• RECORDS PROVIDED:

== == ==

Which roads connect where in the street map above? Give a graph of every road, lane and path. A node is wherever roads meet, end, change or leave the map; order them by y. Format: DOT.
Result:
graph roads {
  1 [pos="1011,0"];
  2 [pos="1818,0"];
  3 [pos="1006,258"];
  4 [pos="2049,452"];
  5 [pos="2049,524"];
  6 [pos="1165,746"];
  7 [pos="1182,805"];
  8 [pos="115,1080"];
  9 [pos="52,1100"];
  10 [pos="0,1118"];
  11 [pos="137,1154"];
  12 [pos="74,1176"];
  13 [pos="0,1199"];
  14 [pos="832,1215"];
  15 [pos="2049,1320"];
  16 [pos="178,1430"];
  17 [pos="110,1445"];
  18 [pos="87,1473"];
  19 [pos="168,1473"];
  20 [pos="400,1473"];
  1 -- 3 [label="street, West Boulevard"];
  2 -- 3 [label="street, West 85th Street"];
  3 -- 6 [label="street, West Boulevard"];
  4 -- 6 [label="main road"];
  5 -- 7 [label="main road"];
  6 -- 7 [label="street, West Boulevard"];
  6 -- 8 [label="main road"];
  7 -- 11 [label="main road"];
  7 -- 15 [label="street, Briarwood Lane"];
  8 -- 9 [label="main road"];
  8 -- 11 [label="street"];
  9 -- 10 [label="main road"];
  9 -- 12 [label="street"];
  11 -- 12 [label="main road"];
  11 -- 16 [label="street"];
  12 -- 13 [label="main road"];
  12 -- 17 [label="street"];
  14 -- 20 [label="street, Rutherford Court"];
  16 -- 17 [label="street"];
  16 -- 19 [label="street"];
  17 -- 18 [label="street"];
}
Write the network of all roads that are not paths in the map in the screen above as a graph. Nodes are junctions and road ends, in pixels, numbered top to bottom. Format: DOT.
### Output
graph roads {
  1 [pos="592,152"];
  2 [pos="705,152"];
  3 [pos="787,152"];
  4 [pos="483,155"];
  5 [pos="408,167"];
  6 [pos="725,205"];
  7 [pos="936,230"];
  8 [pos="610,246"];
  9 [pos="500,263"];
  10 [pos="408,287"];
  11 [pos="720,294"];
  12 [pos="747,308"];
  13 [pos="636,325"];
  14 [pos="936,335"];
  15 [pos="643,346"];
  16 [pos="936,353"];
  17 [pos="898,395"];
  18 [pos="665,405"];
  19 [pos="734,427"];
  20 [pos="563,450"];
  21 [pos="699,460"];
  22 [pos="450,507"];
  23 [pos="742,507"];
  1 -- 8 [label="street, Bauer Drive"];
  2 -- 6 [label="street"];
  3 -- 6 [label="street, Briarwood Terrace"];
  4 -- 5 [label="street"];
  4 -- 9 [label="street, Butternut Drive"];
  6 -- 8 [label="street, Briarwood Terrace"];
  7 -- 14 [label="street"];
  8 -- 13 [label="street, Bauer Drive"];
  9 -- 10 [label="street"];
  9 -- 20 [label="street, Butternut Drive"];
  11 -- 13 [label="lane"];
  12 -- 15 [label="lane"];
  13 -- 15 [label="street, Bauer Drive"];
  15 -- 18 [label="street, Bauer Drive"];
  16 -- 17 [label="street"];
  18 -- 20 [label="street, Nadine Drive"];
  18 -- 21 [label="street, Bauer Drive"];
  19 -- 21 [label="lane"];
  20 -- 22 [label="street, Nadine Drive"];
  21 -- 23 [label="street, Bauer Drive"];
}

== == ==

• ABOUT THIS EXERCISE:
Your answer should be each line from the preceding material in which the word "Bauer" occurs.

• ANSWER SECTION:
  1 -- 8 [label="street, Bauer Drive"];
  8 -- 13 [label="street, Bauer Drive"];
  13 -- 15 [label="street, Bauer Drive"];
  15 -- 18 [label="street, Bauer Drive"];
  18 -- 21 [label="street, Bauer Drive"];
  21 -- 23 [label="street, Bauer Drive"];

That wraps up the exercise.